(STUDY MATERIAL begins)

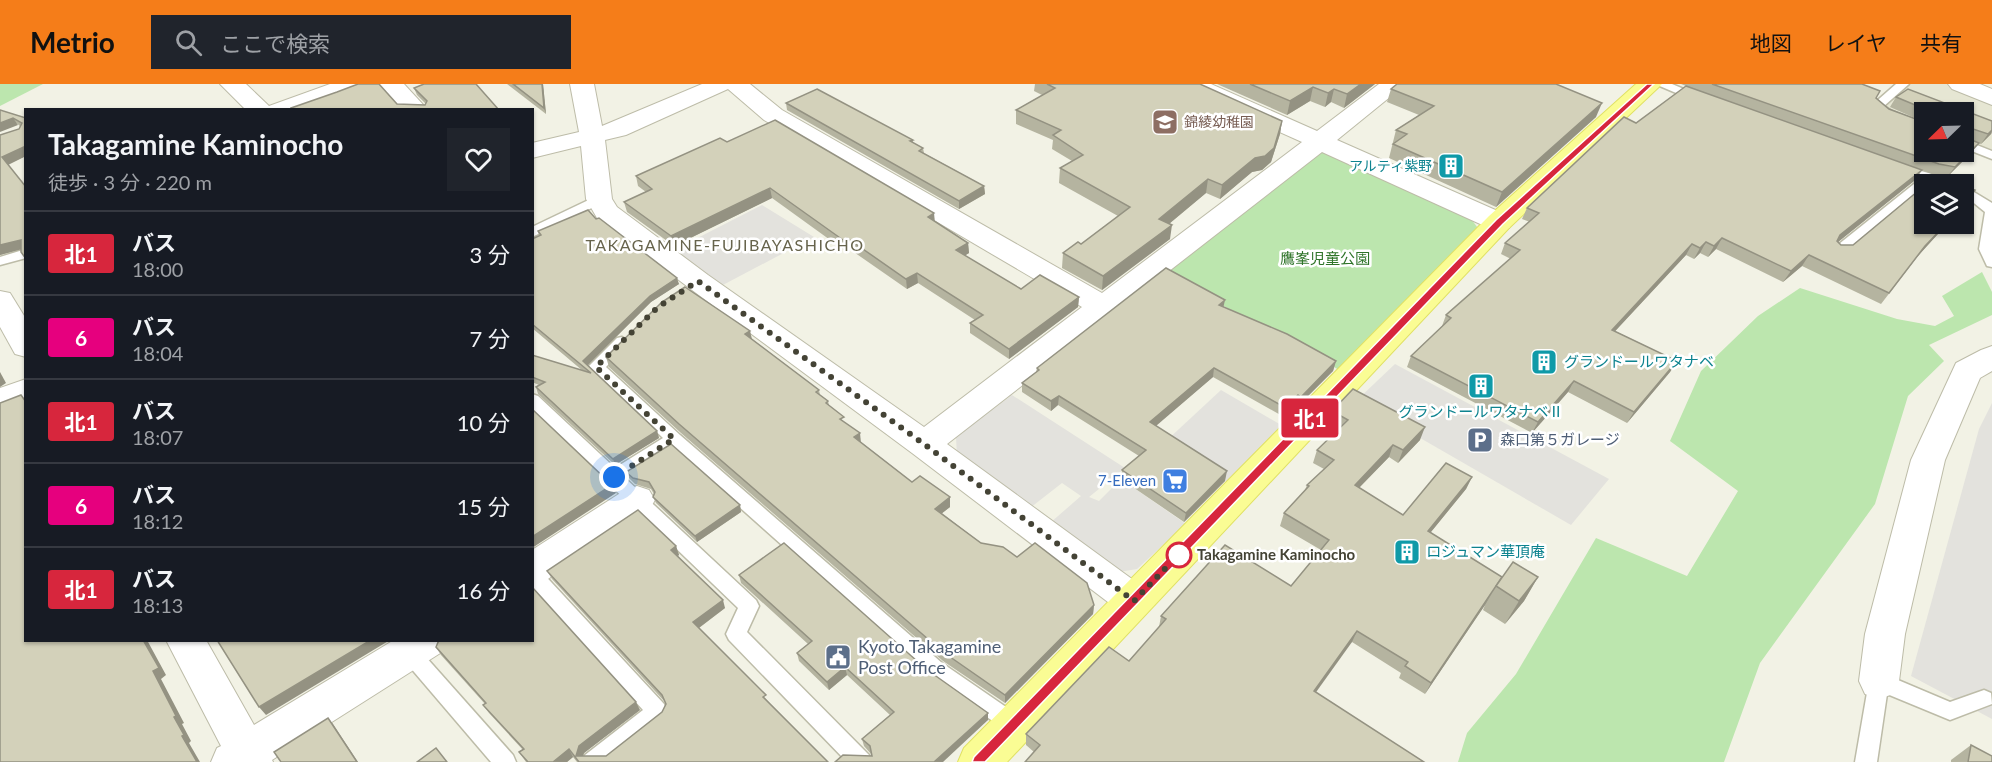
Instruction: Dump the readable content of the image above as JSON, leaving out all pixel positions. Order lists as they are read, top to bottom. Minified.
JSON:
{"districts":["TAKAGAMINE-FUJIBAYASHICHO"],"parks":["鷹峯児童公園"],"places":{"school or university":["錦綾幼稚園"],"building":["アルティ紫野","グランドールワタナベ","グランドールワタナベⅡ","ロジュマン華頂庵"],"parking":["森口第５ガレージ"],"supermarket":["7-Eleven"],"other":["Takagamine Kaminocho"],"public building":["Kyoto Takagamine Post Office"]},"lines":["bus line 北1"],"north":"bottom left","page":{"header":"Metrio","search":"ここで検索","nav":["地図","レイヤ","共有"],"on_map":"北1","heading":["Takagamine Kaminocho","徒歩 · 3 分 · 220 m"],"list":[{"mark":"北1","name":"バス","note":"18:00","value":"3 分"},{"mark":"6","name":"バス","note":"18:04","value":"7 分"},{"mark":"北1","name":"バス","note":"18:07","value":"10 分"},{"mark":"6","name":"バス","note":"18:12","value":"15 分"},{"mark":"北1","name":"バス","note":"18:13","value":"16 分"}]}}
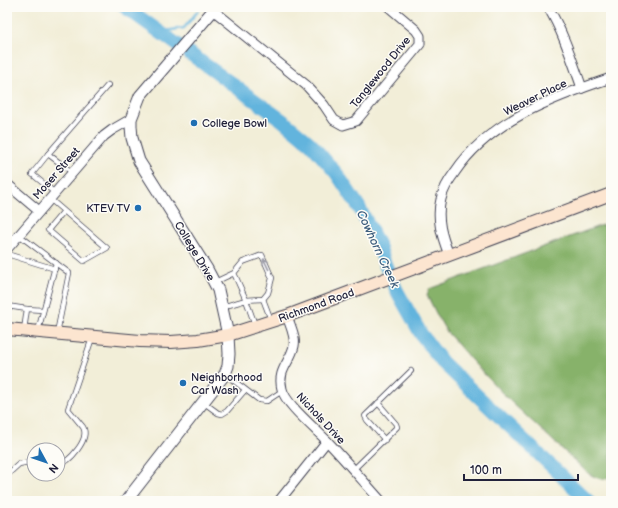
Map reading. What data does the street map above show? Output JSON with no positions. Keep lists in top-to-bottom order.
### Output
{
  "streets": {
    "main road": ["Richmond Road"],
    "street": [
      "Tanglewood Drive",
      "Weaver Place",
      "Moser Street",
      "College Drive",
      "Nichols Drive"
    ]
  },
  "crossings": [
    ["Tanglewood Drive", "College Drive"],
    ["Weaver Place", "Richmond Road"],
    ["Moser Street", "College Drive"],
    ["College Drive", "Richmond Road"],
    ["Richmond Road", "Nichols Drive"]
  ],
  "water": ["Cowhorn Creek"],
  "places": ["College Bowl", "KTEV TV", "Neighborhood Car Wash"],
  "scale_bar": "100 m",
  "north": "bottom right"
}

(STUDY MATERIAL ends)
(STUDY MATERIAL begins)

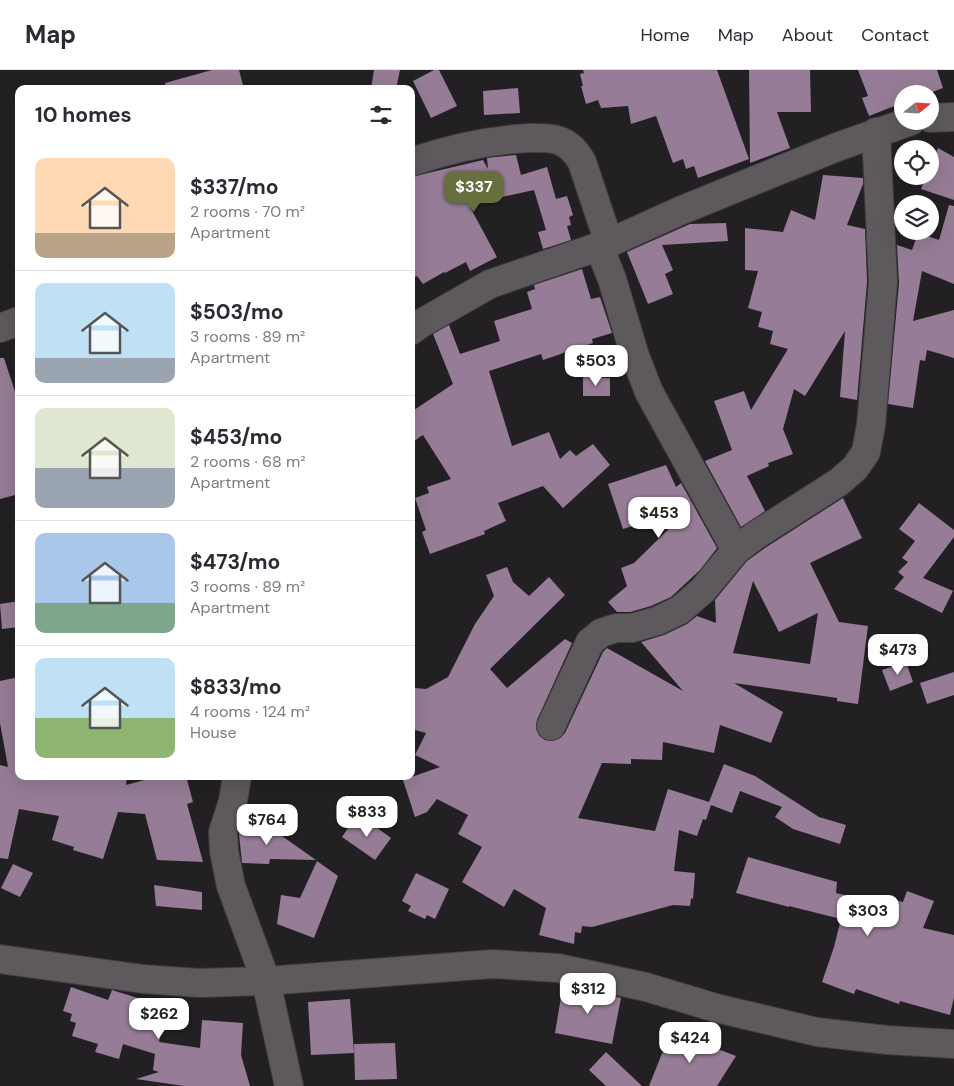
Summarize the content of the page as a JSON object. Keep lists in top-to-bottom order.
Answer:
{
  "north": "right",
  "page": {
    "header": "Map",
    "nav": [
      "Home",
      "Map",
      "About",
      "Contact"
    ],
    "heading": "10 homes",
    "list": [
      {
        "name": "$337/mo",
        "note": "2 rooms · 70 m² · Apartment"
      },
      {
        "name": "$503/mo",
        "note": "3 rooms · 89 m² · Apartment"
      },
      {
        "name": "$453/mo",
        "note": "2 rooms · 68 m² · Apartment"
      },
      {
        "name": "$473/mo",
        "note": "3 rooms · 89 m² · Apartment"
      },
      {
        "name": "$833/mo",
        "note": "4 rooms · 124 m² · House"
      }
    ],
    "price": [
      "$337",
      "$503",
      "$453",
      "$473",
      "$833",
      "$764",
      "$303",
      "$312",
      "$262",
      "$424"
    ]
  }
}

(STUDY MATERIAL ends)

Using the records above, filter out every line that lacks the string "Keep" and copy the rest.

Map reading. What data does the street map above show? Output JSON with no positions. Keep lists in top-to-bottom order.
Summarize the content of the page as a JSON object. Keep lists in top-to-bottom order.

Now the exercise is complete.